2つ目の結論ですが、ヨーロッピアン・コンフェレンスというものがありますが、減少が発生しつつあります。ロッテルダム、ハンブルグ、アントワープなどが、陸上のターミナルと競争して、そのシェアを奪取しようということがあります。例えばドイツの港ですとか、そういった港もあります。全く同じようなことが、ハンブルグでも起きてきております。ですから、陸上ターミナルとの競争が発生しつつあります。
日本では、陸上のターミナルは、それほど目立った動きはしておりません。しかし、ヨーロッパでは、大変重要な役割を果しております。と申しますのも、この陸上のターミナルのほかに、ヨーロッパでは水路がありまして、その水路が鉄道、また、トラックと接続しているわけです。ですから、そういった意味で重要な役割を果しているわけですが、ただ、日本とは状況が違うと思います。
これで第1部を終わらせていただきまして、第2部に移らせていただきます。
第2部ですが、港湾局が、この組織に関しまして、市場のダイナミズム、激変する状況と競争に関しまして、どのように対応しているか。そのことについてお話しいたします。
以下のように、状況を要約いたします。先ほど戸嶋理事長が、日本の民営化の中で、上物と下物とを分けるという動きがあるとおっしゃいました。まず最初のカテゴリーといたしまして、公共部門について、港湾局についてお話しいたします。2番目に、民間部門につきましてお話ししたいと思います。
現在のヨーロッパの状況を見ますと、差別化が起こってきていることがおわかりいただけます。お気づきかと思いますが、港湾局の制度で、ヨーロッパで一般的に行われている一つのカテゴリーに、フランス、または南ヨーロッパでとられている制度があります。これは、国の政府が、港のシステムに対して大きな支配を持っているというものです。

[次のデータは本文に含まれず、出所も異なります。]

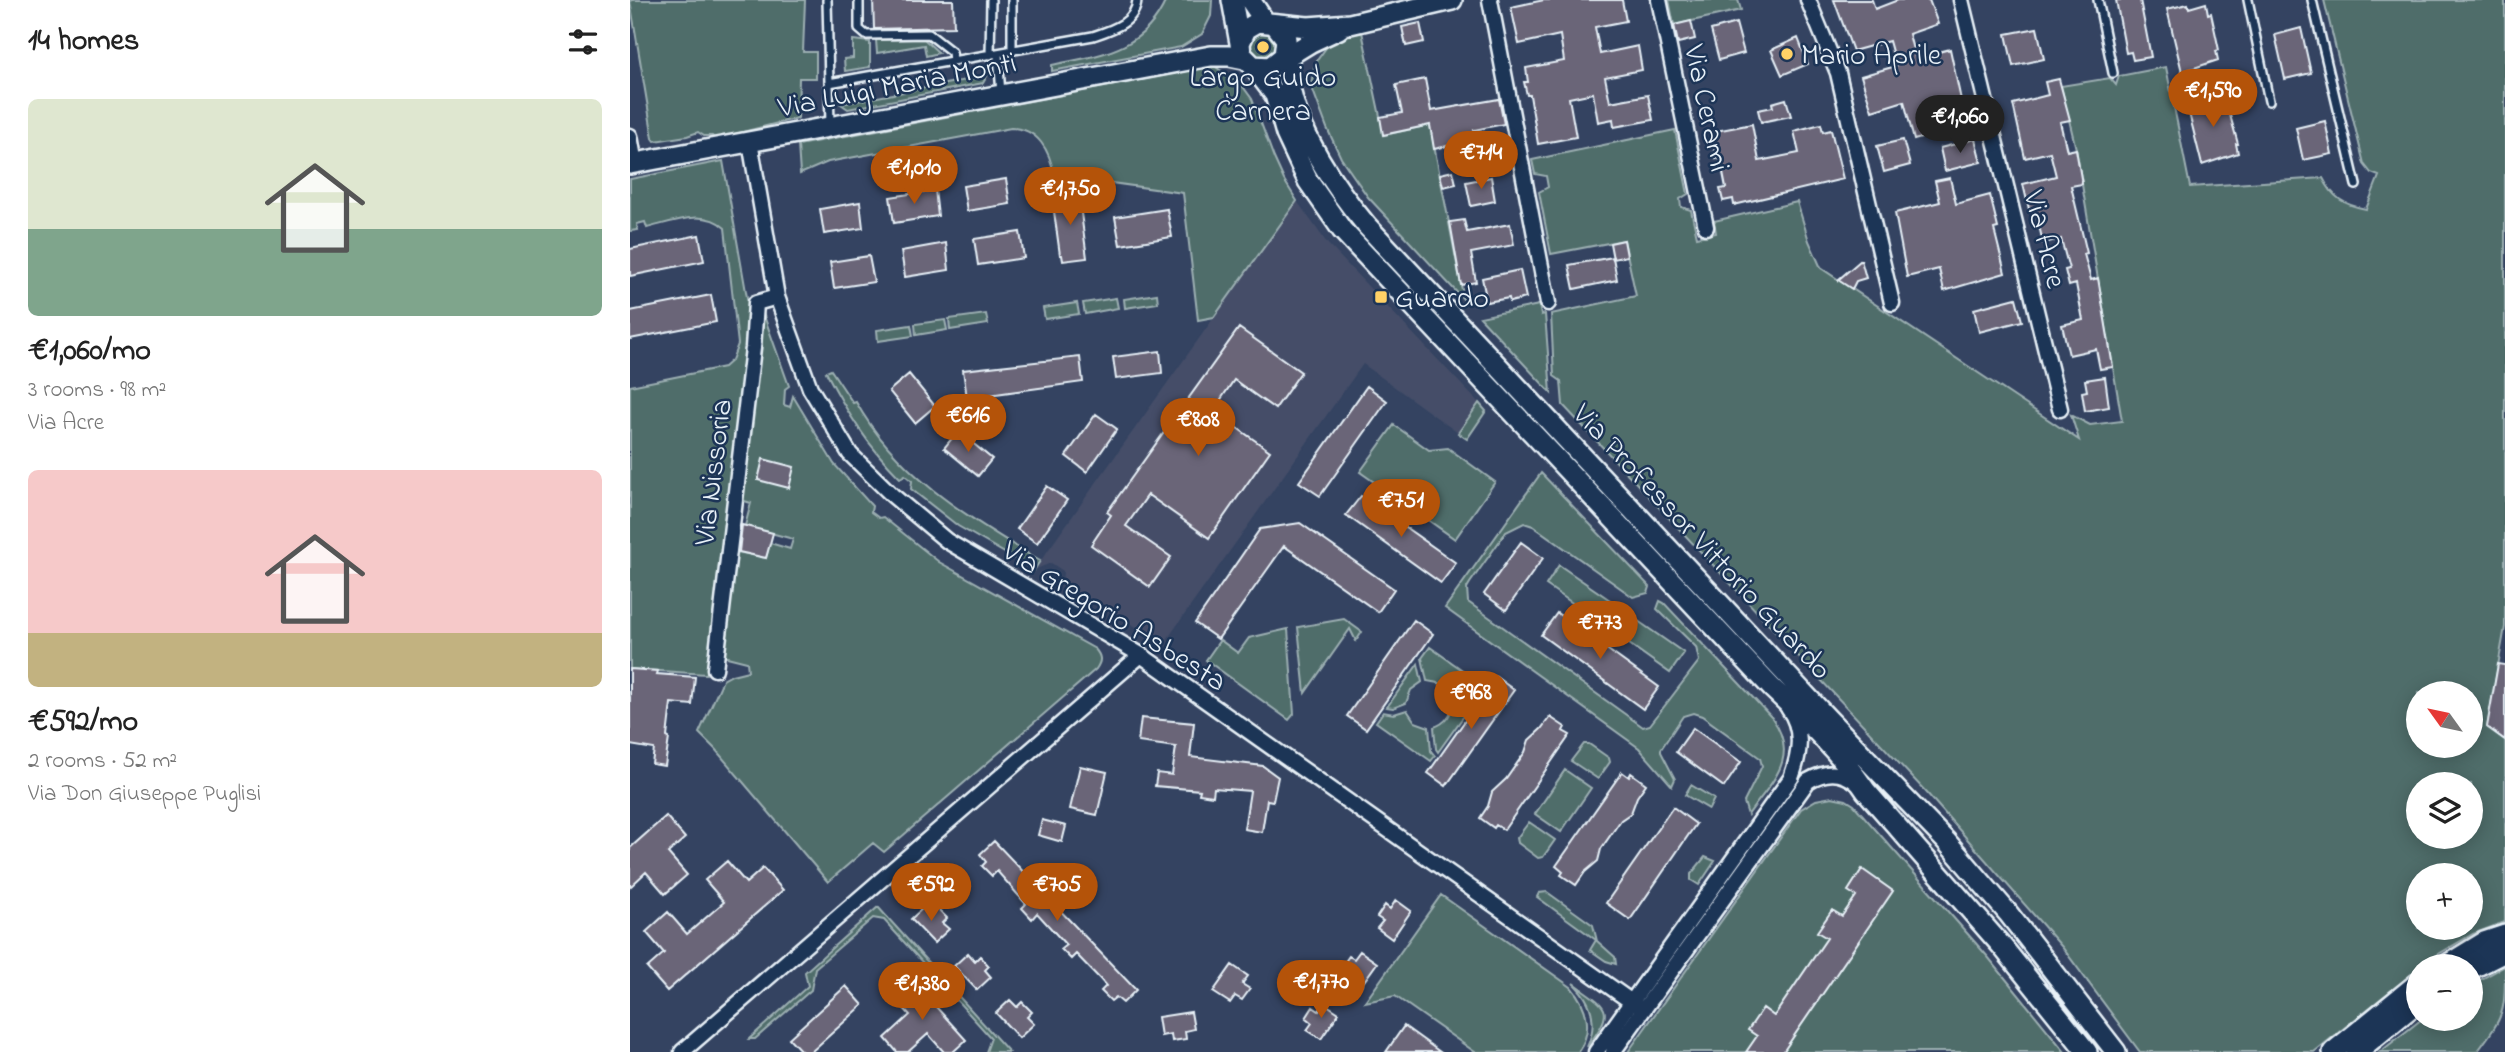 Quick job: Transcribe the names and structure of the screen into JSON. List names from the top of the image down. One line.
{"streets":{"street":["Via Luigi Maria Monti","Via Cerami","Via Acre","Via Nissoria","Via Professor Vittorio Guardo","Via Gregorio Asbesta"]},"crossings":[["Via Luigi Maria Monti","Via Professor Vittorio Guardo"],["Via Luigi Maria Monti","Via Gregorio Asbesta"],["Via Nissoria","Via Gregorio Asbesta"]],"places":{"other":["Largo Guido Carnera","Mario Aprile"],"transit":["Guardo"]},"north":"top left","page":{"heading":"14 homes","price":["€1,590","€1,060","€714","€1,010","€1,750","€616","€808","€751","€773","€968","€592","€705","€1,770","€1,380"],"list":[{"name":"€1,060/mo","note":"3 rooms · 98 m² · Via Acre"},{"name":"€592/mo","note":"2 rooms · 52 m² · Via Don Giuseppe Puglisi"}],"map_buttons":["+","−"]}}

もう1つのシステムで、現在のダイナミックな状況にもう少し合っているのではないかと思われるシステムがあります。これが地域のシステムで、昔ながらのハンザ同盟システムと呼ばれているもので、この港を管理しておりますのは、市あるいはその地方です。
3番目の制度になりますが、これは今起こりつつある展開と関連しているものと思われます。イギリスのトラストシステム、あるいは信託システムと呼ばれるものです。これは民営化を非常に強く進める、サッチャー政権の下で提唱されてきたものです。私が思いますに、イギリスのトラストシステムは良いものだと思います。と申しますのが、政府が自治を持つことができるからです。